# Missing Windows Update folder in Registry



## rangersal (Mar 24, 2009)

I am having trouble downloading and installing Windows update. The error is 80244019. I did some research and found a fix with the Registry. I open Registry and drill down to [HKEY_LOCAL_MACHINE\SOFTWARE\Policies\Microsoft\Windows\WindowsUpdate\AU]. The folderWindows update is missing. Has anyone ran across this? How can I now even begin to fix the problem. Maybe copy from other system with same OS? Then apply fix?


----------



## makinu1der2 (Jan 1, 2008)

Hello rangersal,

Make sure that your issue isn't being caused by malware on the system. Follow the steps 

on the below article to make sure that you don't have DNS problems.

http://www.pchell.com/support/vista_update_error_80244019.shtml


----------



## jenae (Jun 17, 2008)

Hi, that registry entry is to enable windows to automatically update and install also controls reboot on update install. If you are doing updates manually and they are failing then this probably will not fix it.

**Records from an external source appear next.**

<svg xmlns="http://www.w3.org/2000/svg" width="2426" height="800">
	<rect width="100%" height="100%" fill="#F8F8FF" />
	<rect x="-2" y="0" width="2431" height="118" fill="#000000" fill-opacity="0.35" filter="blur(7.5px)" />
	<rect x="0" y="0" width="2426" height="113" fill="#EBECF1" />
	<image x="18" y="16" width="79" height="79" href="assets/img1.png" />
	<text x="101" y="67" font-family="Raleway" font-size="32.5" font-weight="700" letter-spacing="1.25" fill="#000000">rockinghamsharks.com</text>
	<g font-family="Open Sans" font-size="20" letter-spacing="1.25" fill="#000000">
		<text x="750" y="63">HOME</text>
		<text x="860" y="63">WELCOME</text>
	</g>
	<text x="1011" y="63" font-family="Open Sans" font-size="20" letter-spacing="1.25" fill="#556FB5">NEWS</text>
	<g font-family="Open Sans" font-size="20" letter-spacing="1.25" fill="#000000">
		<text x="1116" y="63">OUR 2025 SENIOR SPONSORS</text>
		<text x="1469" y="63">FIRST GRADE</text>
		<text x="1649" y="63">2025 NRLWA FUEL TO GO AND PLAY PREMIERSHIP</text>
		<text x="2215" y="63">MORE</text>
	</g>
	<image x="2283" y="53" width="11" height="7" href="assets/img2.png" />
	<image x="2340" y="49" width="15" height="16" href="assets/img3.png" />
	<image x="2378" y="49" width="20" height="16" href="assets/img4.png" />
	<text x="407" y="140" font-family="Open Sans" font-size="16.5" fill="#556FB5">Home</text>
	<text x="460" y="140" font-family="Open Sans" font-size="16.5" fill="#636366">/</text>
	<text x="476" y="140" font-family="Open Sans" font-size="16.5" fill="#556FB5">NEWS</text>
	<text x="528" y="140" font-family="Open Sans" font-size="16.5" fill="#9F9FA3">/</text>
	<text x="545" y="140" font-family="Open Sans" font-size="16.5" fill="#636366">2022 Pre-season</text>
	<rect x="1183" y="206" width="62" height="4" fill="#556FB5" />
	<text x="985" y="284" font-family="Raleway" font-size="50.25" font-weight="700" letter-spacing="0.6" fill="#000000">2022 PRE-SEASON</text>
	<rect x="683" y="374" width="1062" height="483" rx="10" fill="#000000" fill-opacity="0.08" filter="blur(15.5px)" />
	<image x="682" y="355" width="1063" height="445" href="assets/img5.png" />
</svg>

Do follow the advice regards malware DO not run the Winsock fix posted on that link(XP and Vista are different) if you have internet then DNS is not the problem. 
Go to start search and type services.msc make sure the update service is running.

If you want to add the reg entry this is how:- Copy and paste all below into notepad then in notepad select "file" then "save as" call it update.reg and save to desktop. Open desktop and right click on the saved file to merge into registry.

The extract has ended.